(Goal of the exercise): Say how many lines in the data hold "change". Nothing else belongs in the answer.

Collected data:
==*==

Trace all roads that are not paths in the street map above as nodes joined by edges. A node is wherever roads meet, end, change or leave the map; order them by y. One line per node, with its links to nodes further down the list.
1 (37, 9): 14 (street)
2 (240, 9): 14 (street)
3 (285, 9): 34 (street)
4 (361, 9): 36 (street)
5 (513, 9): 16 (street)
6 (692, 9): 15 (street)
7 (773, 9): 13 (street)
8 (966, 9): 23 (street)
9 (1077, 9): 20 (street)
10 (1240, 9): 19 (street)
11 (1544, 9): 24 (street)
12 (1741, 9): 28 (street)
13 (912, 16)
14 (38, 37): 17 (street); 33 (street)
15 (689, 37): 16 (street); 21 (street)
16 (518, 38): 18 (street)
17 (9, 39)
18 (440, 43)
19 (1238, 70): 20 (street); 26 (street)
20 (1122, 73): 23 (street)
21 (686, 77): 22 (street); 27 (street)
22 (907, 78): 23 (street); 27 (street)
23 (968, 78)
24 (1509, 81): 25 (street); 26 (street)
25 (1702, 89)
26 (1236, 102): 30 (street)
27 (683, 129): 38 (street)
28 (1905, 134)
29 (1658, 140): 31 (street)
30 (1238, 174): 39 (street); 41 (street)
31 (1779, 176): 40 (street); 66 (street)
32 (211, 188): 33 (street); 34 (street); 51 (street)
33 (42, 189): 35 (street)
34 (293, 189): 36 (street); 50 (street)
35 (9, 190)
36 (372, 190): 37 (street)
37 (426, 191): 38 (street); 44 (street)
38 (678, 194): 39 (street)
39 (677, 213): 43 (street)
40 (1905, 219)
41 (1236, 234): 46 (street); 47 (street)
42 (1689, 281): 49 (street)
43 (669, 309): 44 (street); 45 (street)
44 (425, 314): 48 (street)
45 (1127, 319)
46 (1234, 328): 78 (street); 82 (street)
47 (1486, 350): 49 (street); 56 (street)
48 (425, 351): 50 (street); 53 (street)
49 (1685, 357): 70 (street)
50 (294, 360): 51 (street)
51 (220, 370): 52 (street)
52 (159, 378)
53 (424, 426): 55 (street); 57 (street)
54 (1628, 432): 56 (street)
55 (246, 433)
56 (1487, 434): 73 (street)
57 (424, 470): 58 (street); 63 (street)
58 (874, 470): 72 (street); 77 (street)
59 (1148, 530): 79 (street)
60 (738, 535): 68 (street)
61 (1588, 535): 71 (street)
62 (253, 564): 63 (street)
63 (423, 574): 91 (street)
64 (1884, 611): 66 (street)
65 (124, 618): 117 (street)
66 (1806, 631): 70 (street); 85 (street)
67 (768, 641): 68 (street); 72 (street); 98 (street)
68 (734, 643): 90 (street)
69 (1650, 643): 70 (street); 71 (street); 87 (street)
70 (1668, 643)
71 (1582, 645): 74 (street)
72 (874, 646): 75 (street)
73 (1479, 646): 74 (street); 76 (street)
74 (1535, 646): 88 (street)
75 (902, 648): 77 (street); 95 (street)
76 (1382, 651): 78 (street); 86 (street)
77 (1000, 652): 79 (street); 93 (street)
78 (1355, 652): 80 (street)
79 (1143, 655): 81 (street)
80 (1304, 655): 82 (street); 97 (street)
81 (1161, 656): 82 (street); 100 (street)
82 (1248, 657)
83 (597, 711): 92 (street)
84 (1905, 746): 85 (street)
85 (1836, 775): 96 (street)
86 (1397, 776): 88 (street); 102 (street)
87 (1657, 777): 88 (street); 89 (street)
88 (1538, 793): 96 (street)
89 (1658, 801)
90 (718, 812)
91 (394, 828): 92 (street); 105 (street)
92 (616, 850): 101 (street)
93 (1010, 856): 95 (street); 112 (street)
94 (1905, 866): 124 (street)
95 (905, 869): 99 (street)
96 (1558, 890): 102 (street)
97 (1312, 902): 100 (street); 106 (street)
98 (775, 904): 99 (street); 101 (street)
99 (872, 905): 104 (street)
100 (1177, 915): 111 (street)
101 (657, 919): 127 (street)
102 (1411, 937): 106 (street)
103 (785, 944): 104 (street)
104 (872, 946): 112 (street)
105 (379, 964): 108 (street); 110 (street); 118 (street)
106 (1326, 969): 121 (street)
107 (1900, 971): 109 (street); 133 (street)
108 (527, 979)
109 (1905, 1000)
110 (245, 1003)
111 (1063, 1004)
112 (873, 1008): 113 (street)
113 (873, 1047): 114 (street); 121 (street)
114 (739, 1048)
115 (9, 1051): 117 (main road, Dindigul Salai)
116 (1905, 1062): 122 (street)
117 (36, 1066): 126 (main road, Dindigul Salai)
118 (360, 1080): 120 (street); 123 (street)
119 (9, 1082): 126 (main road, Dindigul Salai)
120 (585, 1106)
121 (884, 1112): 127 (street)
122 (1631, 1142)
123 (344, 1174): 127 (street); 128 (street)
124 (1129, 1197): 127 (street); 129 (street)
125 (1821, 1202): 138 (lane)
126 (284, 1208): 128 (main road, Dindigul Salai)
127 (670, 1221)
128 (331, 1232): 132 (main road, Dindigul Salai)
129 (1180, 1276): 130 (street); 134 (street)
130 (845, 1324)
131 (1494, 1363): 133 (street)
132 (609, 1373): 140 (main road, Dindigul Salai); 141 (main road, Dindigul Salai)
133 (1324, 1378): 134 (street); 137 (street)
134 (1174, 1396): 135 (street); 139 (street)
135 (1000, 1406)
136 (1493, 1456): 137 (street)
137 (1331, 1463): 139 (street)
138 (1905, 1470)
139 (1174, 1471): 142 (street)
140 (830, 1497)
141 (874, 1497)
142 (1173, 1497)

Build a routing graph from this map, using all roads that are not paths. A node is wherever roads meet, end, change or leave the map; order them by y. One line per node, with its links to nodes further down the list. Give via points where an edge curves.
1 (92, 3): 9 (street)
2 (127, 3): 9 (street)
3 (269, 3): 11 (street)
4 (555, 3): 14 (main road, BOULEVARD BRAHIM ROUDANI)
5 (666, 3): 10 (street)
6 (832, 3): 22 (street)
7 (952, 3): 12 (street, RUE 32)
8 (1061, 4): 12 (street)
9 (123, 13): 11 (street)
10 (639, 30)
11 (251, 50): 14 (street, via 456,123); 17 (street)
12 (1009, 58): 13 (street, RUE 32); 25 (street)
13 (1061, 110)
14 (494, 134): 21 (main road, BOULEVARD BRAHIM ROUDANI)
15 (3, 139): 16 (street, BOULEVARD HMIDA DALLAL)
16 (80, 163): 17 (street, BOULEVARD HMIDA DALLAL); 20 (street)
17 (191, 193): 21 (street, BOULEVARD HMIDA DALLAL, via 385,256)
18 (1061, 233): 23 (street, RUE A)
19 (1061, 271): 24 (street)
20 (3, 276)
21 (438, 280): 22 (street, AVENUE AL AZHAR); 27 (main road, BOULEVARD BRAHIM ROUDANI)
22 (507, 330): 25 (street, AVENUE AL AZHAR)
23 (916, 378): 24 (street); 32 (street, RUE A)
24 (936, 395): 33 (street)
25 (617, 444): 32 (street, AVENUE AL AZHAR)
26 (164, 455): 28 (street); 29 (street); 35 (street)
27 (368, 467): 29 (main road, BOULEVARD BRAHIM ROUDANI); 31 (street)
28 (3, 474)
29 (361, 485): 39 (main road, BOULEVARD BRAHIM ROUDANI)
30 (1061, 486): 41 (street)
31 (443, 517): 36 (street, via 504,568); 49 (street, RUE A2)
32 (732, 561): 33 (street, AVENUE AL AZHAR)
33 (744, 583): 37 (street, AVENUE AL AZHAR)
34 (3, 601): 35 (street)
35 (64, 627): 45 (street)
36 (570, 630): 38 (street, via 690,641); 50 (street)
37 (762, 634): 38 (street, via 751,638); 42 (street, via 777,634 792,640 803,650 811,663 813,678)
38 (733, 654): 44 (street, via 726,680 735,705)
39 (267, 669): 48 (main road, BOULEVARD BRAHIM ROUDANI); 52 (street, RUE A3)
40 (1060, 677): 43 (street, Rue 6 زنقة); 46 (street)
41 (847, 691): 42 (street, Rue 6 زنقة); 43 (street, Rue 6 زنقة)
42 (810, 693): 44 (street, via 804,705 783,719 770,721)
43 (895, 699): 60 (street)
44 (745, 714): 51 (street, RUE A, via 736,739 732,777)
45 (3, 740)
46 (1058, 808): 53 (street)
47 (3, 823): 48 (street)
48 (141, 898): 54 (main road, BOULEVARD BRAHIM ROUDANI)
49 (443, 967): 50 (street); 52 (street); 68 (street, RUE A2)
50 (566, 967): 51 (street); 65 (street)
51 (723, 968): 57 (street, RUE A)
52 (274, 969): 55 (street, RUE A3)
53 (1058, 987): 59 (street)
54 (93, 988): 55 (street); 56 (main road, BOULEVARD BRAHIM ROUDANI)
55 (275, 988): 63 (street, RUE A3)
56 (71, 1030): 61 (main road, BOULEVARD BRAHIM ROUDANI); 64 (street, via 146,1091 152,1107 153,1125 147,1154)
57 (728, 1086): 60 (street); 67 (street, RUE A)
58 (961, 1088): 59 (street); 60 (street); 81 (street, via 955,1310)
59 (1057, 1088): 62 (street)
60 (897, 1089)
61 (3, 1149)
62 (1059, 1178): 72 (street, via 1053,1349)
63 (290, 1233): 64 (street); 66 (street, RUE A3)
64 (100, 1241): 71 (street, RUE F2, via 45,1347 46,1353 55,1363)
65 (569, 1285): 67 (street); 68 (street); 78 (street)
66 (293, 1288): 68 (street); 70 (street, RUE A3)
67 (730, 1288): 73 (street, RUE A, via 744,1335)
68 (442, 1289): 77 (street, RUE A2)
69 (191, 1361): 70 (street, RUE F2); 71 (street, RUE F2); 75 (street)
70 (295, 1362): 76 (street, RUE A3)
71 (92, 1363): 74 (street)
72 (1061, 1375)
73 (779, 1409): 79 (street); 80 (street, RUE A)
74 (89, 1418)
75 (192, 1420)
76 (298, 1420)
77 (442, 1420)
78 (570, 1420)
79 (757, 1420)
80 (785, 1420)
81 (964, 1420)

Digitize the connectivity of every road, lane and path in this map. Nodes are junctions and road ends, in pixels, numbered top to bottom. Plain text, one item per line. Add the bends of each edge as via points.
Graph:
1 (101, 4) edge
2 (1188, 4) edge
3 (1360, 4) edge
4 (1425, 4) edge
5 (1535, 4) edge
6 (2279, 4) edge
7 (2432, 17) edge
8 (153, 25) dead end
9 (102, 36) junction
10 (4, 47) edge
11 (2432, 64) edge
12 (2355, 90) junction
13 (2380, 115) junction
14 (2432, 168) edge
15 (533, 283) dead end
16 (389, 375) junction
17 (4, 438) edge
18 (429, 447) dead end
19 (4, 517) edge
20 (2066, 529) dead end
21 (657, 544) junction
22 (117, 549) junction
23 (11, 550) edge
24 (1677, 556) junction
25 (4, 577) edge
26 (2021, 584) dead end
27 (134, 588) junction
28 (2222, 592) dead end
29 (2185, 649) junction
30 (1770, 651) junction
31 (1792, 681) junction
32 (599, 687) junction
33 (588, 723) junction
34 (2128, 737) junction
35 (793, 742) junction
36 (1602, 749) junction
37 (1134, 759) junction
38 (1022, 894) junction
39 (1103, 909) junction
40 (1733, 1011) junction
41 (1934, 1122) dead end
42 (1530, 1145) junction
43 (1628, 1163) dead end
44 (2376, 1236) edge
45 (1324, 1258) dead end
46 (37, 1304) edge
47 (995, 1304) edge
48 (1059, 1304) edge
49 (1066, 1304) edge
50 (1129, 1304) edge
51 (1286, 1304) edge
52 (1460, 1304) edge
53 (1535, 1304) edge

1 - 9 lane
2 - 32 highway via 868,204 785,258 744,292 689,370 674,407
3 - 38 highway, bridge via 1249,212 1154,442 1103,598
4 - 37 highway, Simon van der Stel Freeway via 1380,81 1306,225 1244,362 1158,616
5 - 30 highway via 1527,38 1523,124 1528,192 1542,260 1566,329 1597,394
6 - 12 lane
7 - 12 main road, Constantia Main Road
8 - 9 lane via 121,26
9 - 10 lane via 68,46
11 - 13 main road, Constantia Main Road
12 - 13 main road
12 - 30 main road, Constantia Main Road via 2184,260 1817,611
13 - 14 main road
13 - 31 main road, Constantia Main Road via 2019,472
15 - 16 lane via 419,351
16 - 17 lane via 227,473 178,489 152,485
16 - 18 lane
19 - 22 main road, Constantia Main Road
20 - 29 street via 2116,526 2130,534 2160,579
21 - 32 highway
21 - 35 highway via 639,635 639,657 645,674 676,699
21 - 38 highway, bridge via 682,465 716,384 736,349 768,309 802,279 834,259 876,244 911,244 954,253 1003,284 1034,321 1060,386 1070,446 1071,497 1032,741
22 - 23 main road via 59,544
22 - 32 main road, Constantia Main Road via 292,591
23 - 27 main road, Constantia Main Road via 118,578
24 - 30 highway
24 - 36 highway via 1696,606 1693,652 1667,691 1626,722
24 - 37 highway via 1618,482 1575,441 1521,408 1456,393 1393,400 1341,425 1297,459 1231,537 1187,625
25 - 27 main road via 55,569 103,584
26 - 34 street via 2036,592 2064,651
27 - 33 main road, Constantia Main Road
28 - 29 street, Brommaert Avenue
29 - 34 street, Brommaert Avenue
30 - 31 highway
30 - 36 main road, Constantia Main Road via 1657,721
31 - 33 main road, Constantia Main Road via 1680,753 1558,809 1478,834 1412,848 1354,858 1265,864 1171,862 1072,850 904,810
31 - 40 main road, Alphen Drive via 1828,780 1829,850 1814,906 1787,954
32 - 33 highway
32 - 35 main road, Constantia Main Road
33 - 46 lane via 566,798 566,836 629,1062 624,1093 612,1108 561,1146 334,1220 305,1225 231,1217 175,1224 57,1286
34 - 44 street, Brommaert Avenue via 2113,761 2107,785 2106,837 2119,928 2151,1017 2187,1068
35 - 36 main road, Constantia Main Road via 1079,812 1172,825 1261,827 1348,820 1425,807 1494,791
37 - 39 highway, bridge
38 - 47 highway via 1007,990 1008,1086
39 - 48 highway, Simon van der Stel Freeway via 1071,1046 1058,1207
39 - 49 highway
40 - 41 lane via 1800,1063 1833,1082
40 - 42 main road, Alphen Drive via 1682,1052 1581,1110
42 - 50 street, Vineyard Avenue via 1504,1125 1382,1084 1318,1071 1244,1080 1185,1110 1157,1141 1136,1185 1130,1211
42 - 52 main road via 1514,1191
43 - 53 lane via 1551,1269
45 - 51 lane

==*==

(Final answer): 2